Identify every line in the records below that contains the word "points", and reproduce each one.
○ ○ ○ ○
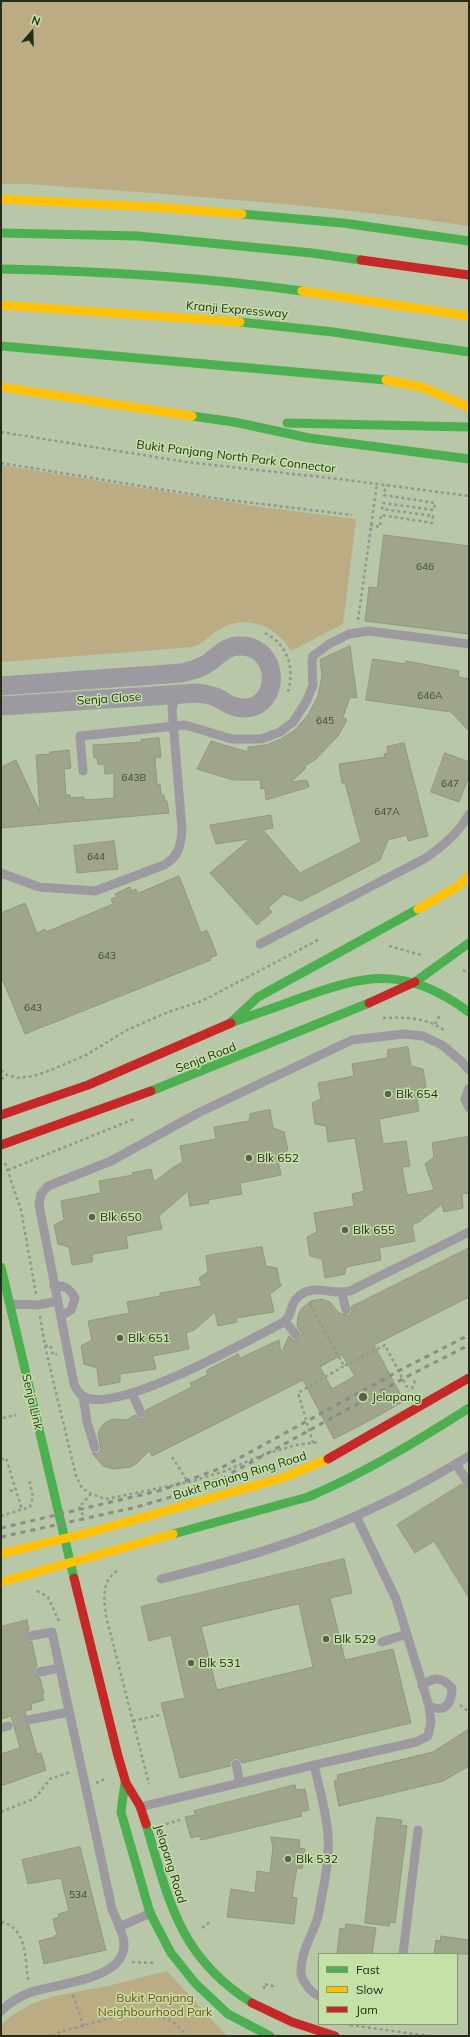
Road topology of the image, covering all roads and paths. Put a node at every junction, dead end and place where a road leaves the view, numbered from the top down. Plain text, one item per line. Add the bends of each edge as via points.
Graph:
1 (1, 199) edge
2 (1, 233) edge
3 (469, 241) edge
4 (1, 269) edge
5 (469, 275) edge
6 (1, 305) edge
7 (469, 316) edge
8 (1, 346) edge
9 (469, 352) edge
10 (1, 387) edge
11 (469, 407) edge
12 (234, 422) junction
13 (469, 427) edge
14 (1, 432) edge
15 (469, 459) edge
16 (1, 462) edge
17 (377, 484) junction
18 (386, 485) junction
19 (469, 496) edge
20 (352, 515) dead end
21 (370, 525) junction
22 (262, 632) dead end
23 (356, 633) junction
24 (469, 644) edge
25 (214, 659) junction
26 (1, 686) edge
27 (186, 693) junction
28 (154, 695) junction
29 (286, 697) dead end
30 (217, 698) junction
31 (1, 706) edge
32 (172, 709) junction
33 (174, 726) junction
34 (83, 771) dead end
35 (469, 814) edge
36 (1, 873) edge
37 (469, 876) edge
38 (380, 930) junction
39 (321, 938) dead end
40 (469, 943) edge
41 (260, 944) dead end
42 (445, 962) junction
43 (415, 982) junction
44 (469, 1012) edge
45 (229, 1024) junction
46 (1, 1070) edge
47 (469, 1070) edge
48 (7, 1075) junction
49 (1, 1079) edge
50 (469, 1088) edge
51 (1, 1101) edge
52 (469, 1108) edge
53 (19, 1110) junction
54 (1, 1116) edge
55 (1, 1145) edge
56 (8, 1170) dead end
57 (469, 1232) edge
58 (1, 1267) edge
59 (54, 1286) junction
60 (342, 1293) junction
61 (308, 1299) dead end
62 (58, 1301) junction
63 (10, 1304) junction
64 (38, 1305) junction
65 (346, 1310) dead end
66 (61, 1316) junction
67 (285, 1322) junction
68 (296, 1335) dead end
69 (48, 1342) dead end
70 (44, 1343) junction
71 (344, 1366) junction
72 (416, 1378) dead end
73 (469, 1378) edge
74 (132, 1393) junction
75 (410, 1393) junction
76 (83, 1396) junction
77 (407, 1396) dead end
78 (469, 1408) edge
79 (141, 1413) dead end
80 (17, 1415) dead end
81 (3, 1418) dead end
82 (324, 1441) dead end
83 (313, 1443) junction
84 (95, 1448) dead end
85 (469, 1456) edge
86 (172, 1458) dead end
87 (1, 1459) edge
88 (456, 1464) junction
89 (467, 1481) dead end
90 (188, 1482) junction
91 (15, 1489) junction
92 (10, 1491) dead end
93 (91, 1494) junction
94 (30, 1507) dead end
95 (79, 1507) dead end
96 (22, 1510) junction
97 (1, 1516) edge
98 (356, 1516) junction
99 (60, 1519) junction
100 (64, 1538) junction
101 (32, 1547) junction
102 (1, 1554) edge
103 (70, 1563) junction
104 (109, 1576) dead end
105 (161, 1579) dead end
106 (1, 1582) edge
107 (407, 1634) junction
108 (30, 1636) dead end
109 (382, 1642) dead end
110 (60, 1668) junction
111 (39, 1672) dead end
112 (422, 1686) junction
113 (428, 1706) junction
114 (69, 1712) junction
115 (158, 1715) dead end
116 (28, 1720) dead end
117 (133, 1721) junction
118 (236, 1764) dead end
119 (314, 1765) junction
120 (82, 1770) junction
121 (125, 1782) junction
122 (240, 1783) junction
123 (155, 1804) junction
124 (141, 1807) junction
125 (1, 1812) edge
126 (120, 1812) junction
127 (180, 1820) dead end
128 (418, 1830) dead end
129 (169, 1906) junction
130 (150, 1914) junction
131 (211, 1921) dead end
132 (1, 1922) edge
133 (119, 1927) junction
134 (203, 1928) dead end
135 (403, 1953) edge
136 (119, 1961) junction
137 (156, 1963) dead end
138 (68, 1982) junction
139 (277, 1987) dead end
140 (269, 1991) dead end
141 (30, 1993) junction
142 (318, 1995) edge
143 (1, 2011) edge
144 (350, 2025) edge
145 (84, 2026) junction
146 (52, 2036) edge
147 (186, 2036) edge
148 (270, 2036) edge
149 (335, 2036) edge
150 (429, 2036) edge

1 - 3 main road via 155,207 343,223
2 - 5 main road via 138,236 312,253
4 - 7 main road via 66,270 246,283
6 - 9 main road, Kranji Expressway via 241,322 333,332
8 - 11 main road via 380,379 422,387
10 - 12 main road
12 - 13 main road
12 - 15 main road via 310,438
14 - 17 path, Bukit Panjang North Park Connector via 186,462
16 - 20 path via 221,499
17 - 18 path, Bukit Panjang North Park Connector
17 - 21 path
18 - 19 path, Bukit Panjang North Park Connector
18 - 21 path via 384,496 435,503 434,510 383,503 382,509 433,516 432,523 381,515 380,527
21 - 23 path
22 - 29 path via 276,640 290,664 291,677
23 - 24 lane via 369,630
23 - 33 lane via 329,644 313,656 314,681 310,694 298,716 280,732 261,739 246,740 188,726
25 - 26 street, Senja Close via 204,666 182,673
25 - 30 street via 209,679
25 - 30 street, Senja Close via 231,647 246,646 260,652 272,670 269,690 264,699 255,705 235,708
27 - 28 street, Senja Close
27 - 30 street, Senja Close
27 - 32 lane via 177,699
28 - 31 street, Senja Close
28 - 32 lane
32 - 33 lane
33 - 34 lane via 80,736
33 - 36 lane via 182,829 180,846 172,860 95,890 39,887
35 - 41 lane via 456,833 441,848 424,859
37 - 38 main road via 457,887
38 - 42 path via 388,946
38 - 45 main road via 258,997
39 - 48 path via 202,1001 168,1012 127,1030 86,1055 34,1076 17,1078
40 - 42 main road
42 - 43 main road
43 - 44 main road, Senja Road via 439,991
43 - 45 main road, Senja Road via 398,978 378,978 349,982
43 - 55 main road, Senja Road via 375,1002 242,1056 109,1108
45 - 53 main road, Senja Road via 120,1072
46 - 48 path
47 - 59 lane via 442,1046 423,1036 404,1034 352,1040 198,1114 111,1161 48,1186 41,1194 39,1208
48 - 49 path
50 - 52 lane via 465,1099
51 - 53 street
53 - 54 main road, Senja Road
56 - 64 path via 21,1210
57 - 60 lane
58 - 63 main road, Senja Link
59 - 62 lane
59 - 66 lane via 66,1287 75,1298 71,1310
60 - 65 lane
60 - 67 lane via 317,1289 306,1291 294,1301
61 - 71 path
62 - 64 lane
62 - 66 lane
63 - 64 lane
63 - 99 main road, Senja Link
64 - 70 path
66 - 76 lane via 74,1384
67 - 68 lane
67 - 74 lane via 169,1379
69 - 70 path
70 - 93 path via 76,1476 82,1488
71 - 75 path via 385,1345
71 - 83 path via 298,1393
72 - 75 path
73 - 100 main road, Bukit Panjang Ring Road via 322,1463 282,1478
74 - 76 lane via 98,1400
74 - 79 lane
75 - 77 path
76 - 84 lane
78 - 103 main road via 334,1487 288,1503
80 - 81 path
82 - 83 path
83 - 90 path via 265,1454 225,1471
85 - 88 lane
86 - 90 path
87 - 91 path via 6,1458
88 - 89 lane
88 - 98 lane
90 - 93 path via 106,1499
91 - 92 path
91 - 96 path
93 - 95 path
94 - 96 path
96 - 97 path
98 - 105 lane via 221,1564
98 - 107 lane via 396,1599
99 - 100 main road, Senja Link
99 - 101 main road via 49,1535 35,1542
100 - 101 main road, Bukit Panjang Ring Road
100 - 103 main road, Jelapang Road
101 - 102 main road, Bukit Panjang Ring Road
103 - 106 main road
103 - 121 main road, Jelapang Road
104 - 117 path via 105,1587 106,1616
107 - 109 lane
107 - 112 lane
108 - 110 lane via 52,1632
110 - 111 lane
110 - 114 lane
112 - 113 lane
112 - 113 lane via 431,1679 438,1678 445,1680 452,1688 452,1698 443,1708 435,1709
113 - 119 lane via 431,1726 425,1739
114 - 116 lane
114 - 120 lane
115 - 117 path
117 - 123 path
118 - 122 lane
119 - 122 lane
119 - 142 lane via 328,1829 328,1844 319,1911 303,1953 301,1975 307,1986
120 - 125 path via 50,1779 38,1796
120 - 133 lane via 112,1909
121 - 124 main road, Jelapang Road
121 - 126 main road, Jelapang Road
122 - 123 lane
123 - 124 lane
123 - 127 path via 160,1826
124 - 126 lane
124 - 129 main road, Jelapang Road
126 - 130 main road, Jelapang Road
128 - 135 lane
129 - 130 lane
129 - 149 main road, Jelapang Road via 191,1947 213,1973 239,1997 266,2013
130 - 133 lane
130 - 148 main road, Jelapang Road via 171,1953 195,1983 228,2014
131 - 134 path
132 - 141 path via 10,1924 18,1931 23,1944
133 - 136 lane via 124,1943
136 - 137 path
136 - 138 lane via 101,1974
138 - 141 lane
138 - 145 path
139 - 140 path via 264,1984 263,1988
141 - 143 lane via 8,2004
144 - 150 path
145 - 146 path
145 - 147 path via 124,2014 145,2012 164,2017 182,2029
○ ○ ○ ○
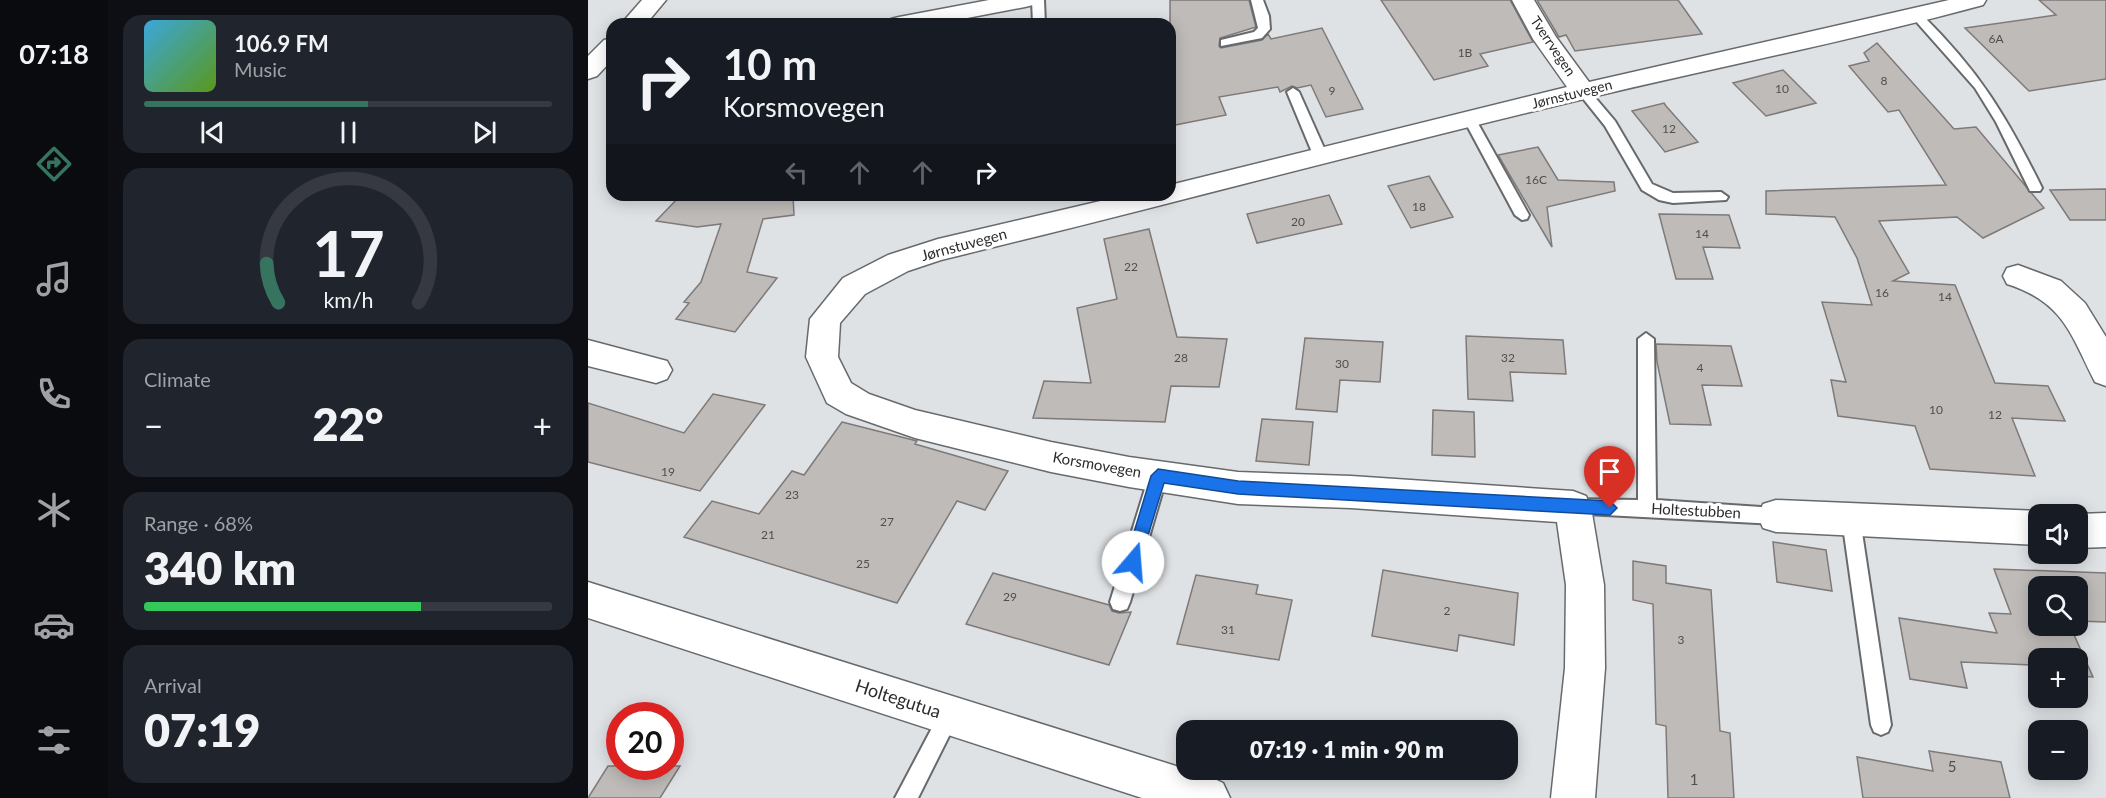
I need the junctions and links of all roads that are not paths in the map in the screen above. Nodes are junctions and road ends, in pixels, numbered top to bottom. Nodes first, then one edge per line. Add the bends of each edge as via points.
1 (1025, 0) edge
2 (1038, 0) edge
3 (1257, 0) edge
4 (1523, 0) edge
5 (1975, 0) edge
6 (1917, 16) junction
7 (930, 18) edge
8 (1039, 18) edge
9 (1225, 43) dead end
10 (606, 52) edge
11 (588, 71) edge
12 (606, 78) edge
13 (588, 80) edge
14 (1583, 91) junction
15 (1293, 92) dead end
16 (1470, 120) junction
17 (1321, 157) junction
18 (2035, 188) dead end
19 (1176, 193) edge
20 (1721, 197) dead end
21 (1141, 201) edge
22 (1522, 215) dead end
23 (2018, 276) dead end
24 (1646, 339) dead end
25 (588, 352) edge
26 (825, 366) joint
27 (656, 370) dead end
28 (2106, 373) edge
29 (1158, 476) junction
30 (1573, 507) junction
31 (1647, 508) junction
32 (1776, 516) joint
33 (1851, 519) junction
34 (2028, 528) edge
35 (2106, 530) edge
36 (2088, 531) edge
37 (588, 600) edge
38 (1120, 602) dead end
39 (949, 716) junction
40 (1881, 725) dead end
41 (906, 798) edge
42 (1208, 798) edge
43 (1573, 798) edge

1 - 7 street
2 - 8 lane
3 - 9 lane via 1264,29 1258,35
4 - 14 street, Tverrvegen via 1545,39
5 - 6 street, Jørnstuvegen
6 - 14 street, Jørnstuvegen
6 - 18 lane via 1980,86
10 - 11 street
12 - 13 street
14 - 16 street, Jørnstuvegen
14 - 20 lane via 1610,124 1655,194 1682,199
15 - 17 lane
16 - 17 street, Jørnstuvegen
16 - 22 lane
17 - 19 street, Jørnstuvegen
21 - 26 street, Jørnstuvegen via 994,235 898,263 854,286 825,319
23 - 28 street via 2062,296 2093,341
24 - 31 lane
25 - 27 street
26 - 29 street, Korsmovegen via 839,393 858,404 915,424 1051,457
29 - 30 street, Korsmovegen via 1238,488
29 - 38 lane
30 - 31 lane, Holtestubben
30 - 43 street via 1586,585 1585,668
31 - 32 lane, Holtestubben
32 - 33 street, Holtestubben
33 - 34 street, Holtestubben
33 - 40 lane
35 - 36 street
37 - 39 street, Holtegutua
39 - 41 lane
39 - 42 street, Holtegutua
○ ○ ○ ○
_Exercise result_
Road topology of the image, covering all roads and paths. Put a node at every junction, dead end and place where a road leaves the view, numbered from the top down. Plain text, one item per line. Add the bends of each edge as via points.
I need the junctions and links of all roads that are not paths in the map in the screen above. Nodes are junctions and road ends, in pixels, numbered top to bottom. Nodes first, then one edge per line. Add the bends of each edge as via points.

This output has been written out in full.